Figure 5
Spines affect short-term ionic plasticity following repetitive activation of GABAergic dendritic inputs.
GABAergic synaptic inputs were inserted into the central part of a dendritic cylinder (diameter 1 μm, length 200 μm) and activated (11 dendritic shaft synapses, density 0.5/μm, rise time 0.5 ms, decay time 6 ms, conductance 1 nS). Activity-dependent Cl− accumulation and EGABA shift were recorded as measures of short-term ionic plasticity. (A,B) Changes in Cl− concentration in the middle (A) and at the distal end (B) of the dendrite brought about by synchronous repetitive activation (10 Hz, 30 pulses) of GABAergic inputs. (C,D) Spatial profile of Cl− accumulation and EGABA shift across the length of the dendrite recorded at the end of GABAergic activity (t = 3000 ms).

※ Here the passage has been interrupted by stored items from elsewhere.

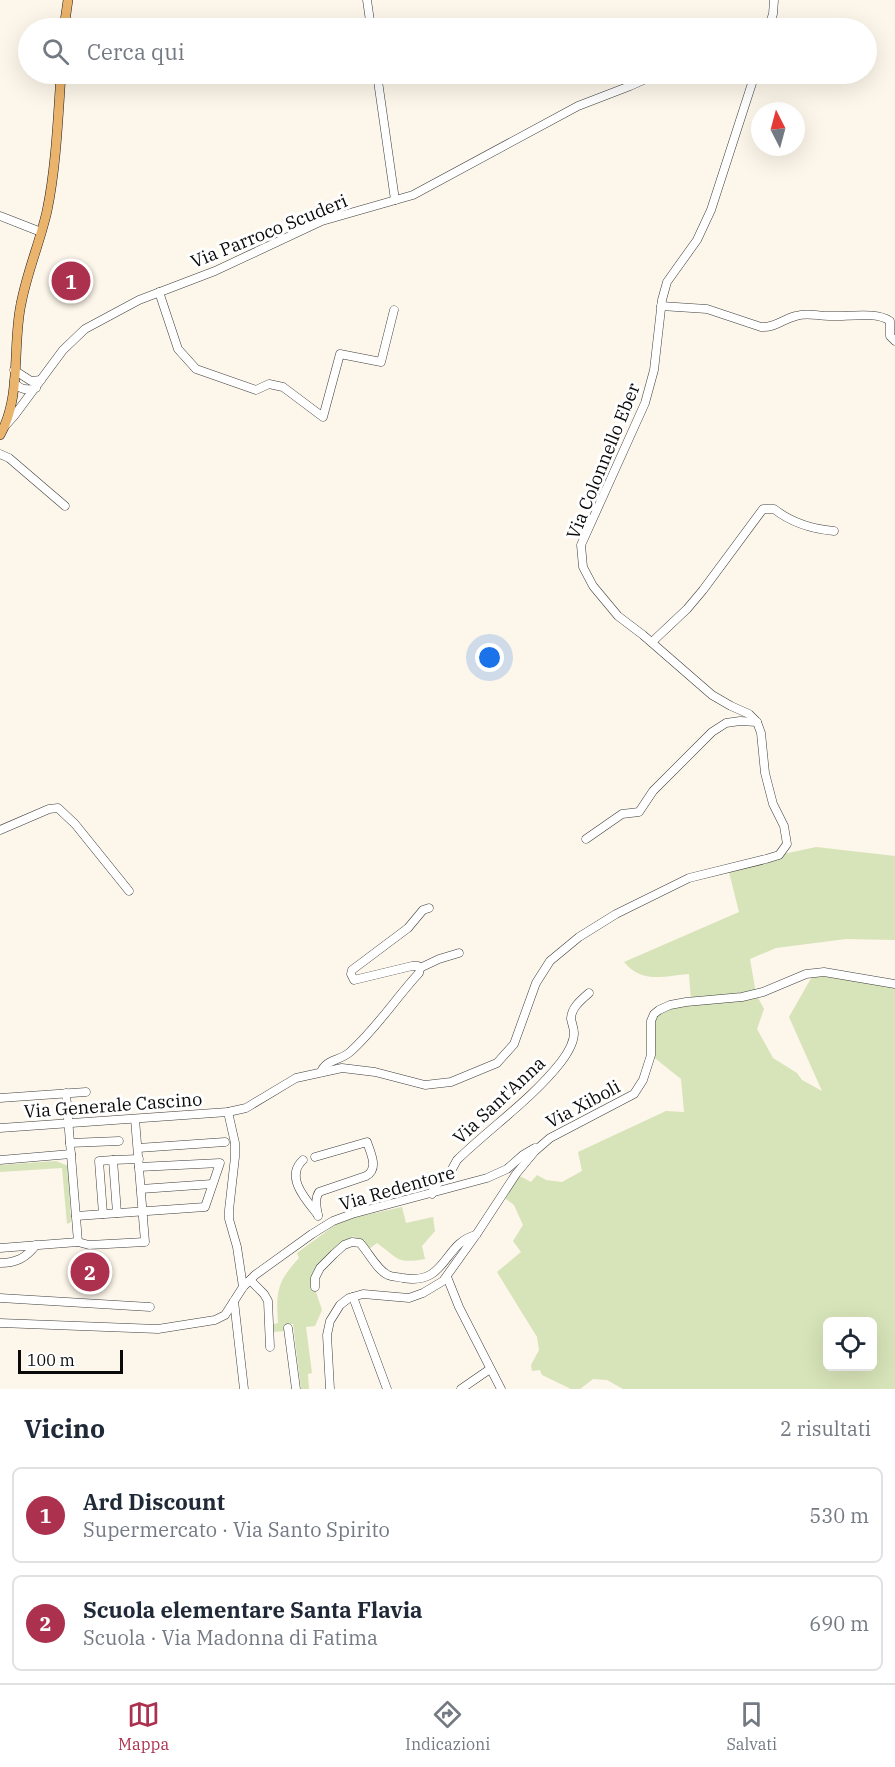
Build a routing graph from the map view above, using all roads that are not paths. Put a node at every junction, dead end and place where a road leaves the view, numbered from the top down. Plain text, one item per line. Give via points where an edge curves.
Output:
1 (68, 0) edge
2 (367, 0) edge
3 (774, 0) edge
4 (65, 18) edge
5 (370, 18) edge
6 (771, 18) edge
7 (60, 84) edge
8 (378, 84) edge
9 (634, 84) edge
10 (752, 84) edge
11 (395, 200) junction
12 (0, 216) edge
13 (41, 232) junction
14 (159, 292) junction
15 (661, 306) junction
16 (394, 310) dead end
17 (895, 341) edge
18 (14, 376) junction
19 (41, 380) junction
20 (36, 388) junction
21 (2, 431) edge
22 (0, 454) edge
23 (66, 506) dead end
24 (834, 531) dead end
25 (652, 642) junction
26 (757, 722) junction
27 (0, 830) edge
28 (586, 839) dead end
29 (129, 891) dead end
30 (429, 908) dead end
31 (459, 953) dead end
32 (420, 968) junction
33 (895, 984) edge
34 (589, 993) dead end
35 (321, 1072) junction
36 (86, 1092) dead end
37 (66, 1094) junction
38 (0, 1098) edge
39 (228, 1112) junction
40 (135, 1119) junction
41 (68, 1123) junction
42 (0, 1128) edge
43 (119, 1141) dead end
44 (225, 1142) dead end
45 (70, 1143) junction
46 (542, 1144) junction
47 (138, 1148) junction
48 (71, 1154) junction
49 (315, 1157) dead end
50 (0, 1160) edge
51 (113, 1160) junction
52 (303, 1160) dead end
53 (139, 1163) junction
54 (212, 1184) junction
55 (141, 1189) junction
56 (432, 1194) junction
57 (143, 1211) junction
58 (117, 1213) junction
59 (103, 1214) junction
60 (76, 1216) junction
61 (318, 1216) junction
62 (324, 1226) junction
63 (476, 1235) junction
64 (78, 1242) junction
65 (36, 1245) junction
66 (0, 1248) edge
67 (0, 1263) edge
68 (447, 1277) junction
69 (250, 1280) junction
70 (243, 1287) junction
71 (315, 1287) dead end
72 (353, 1297) junction
73 (0, 1298) edge
74 (234, 1301) junction
75 (150, 1307) dead end
76 (0, 1323) edge
77 (288, 1328) dead end
78 (270, 1347) dead end
79 (490, 1369) junction
80 (243, 1389) edge
81 (296, 1389) edge
82 (330, 1389) edge
83 (387, 1389) edge
84 (461, 1389) edge
85 (501, 1389) edge

1 - 4 main road
2 - 5 street
3 - 6 street
7 - 13 main road via 51,193
8 - 11 street
9 - 11 street, Via Parroco Scuderi via 578,106 413,195
10 - 15 street, Via Colonnello Eber via 711,210 697,240 667,282
11 - 14 street, Via Parroco Scuderi via 322,221 215,271
12 - 13 street
13 - 18 main road via 20,305
14 - 16 street via 178,350 196,369 256,390 269,384 284,387 323,417 340,354 381,362
14 - 19 street, Via Parroco Scuderi via 85,328
15 - 17 street via 707,309 761,327 806,314 885,318 890,321 890,336
15 - 25 street, Via Colonnello Eber via 654,370 645,403 581,545 583,567 593,586 618,616
18 - 19 street
18 - 20 street via 20,388
18 - 21 main road
19 - 20 street, Via Parroco Scuderi
20 - 21 street, Via Parroco Scuderi
22 - 23 street
24 - 25 street via 813,529 774,509 763,509 703,590
25 - 26 street, Via Colonnello Eber via 712,695
26 - 28 street via 726,723 712,732 653,791 639,812 622,814
26 - 35 street via 765,773 787,844 779,855 689,878 616,914 579,938 550,961 536,983 514,1044 497,1063 452,1082 425,1085 353,1069
27 - 29 street via 58,808
30 - 32 street via 351,974 354,980 412,966
31 - 32 street
32 - 35 street via 370,1031 344,1057 324,1065
33 - 46 street, Via Xiboli via 824,972 806,974 742,998 663,1007 651,1021 651,1055 634,1094
34 - 56 street, Via Sant'Anna via 572,1013 573,1039 562,1060 536,1090 457,1160
35 - 39 street via 296,1077 246,1108
36 - 37 street
37 - 38 street
37 - 41 street
39 - 40 street, Via Generale Cascino
39 - 70 street via 235,1157 229,1219
40 - 41 street, Via Generale Cascino
40 - 47 street
41 - 42 street, Via Generale Cascino
41 - 45 street
43 - 45 street
44 - 47 street
45 - 48 street
46 - 56 street, Via Redentore via 497,1174
46 - 63 street, Via Xiboli via 519,1170
47 - 53 street
48 - 50 street
48 - 60 street
49 - 61 street via 367,1142 373,1168 366,1176 319,1192
51 - 53 street
51 - 58 street
51 - 59 street via 99,1161
52 - 61 street via 296,1176 306,1201
53 - 54 street via 220,1163
53 - 55 street
54 - 55 street
54 - 57 street via 205,1207
55 - 57 street
56 - 62 street, Via Redentore via 352,1214
57 - 58 street
57 - 64 street via 145,1242
58 - 59 street
59 - 60 street
60 - 64 street
61 - 62 street
62 - 69 street, Via Redentore
63 - 68 street, Via Xiboli
63 - 71 street via 468,1237 424,1279 388,1275 360,1243 352,1242 320,1268
64 - 65 street
65 - 66 street
65 - 67 street via 21,1259
68 - 72 street, Via Xiboli via 409,1298 370,1294
68 - 79 street
69 - 70 street, Via Redentore
69 - 78 street via 268,1301
70 - 74 street, Via Redentore
72 - 82 street via 329,1314
72 - 83 street
73 - 75 street
74 - 76 street, Via Redentore via 220,1318 167,1328
74 - 80 street
77 - 81 street
79 - 84 street
79 - 85 street

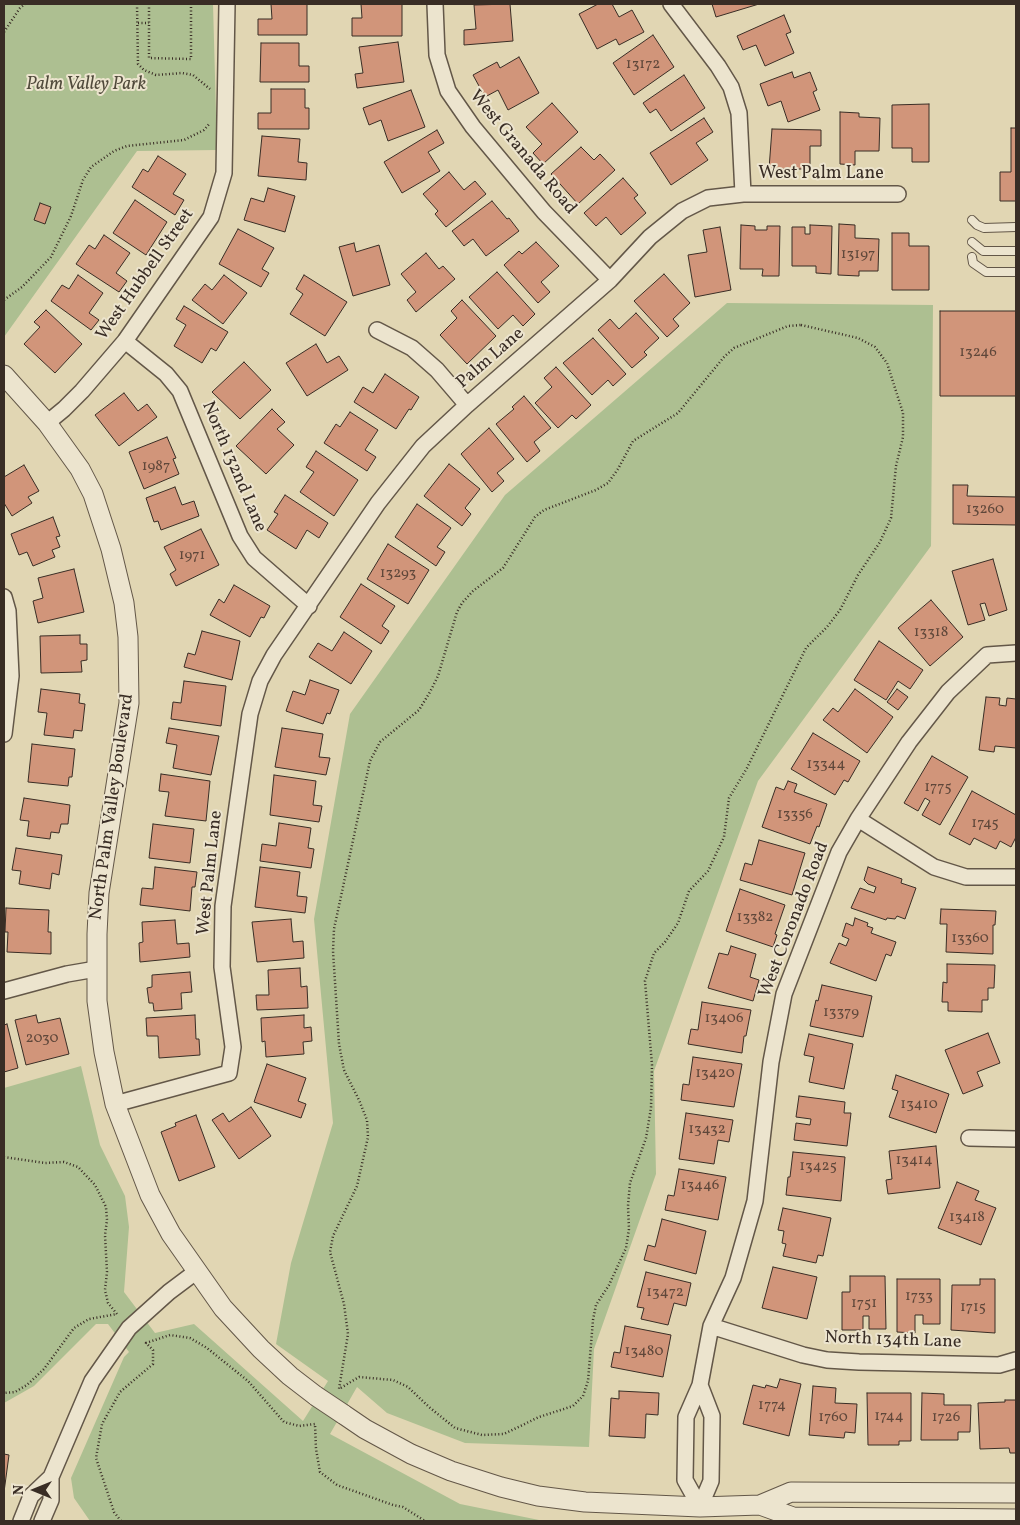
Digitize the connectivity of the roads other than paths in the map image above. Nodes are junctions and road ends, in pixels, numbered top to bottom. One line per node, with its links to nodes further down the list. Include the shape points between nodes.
1 (227, 4): 14 (street, West Hubbell Street, via 224,173 211,217)
2 (435, 4): 12 (street, West Granada Road, via 437,55 448,91 473,127 544,212)
3 (671, 4): 4 (street, via 731,87 739,113)
4 (743, 194): 5 (street, West Palm Lane); 12 (street, Palm Lane, via 708,198 682,211 650,237)
5 (898, 194)
6 (972, 220): 7 (lane, via 984,228)
7 (1016, 227)
8 (972, 242): 9 (lane, via 983,251)
9 (1016, 251)
10 (972, 257): 11 (lane, via 973,263 986,272)
11 (1016, 272)
12 (610, 280): 16 (street, Palm Lane)
13 (377, 330): 16 (street, via 412,348 437,370)
14 (125, 341): 17 (street, West Hubbell Street, via 82,391); 19 (street, North 132nd Lane, via 166,374 180,392 240,536 254,558)
15 (4, 374): 17 (street, North Palm Valley Boulevard)
16 (467, 405): 19 (street, Palm Lane, via 423,446 378,503)
17 (47, 423): 24 (street, North Palm Valley Boulevard, via 80,469 93,494 113,558 128,637 129,703 99,893)
18 (5, 606): 21 (street, via 11,676)
19 (309, 606): 26 (street, West Palm Lane, via 260,680 250,714 223,906 222,967 233,1047 228,1073)
20 (1016, 653): 22 (street, West Coronado Road, via 987,656 948,692 909,742)
21 (4, 734)
22 (858, 819): 23 (street, via 934,867 966,878); 30 (street, West Coronado Road, via 838,852 784,994 771,1062 755,1201 733,1278)
23 (1016, 877)
24 (96, 969): 25 (street); 26 (street, North Palm Valley Boulevard, via 104,1052)
25 (4, 991)
26 (115, 1104): 29 (street, North Palm Valley Boulevard, via 150,1194 171,1234)
27 (969, 1138): 28 (street)
28 (1016, 1139)
29 (197, 1271): 33 (street, via 129,1328 92,1381); 36 (street, North Palm Valley Boulevard, bridge, via 222,1308 290,1376 365,1429 411,1454 450,1472 538,1496 585,1502)
30 (712, 1326): 31 (street, North 134th Lane, via 827,1360 999,1364); 32 (street, West Coronado Road)
31 (1016, 1360)
32 (700, 1385): 36 (street, via 712,1416 711,1481); 36 (street, West Coronado Road, via 686,1416 685,1480)
33 (51, 1477): 38 (street, via 31,1496); 39 (street, via 51,1500)
34 (1016, 1493): 35 (street, North Palm Valley Boulevard, via 792,1492)
35 (760, 1505): 36 (street, North Palm Valley Boulevard); 37 (street, North Palm Valley Boulevard, via 793,1517)
36 (700, 1506)
37 (1016, 1520)
38 (21, 1521)
39 (42, 1521)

Note that, in the presence of spines, Cl− accumulation and EGABA shift was decreased both in the central as well as in the distal parts of the dendrite indicating a reduction in homosynaptic as well as heterosynaptic ionic plasticity. Similar effects were observed in simulations of stochastic GABAergic activity (Supplementary Fig. 3) and in reconstructed morphologies with realistic branching (Supplementary Fig. 4). In contrast, following adjustments of the total dendrite volume (using a compensatory increase in dendrite diameters of smooth dendrites), spines decrease heterosynaptic spread of ionic plasticity to distal dendritic areas but increase the local, homosynaptic ionic plasticity. The dendrite with 2 spines/μm (or 5 spines/μm) and 1 μm diameter has the same volume as the one with 0 spines/μm and 1.2 μm diameter (or 1.5 μm diameter). (E) Maximum slope of Cl− transients across different locations along the dendrite for the initial 3000 ms.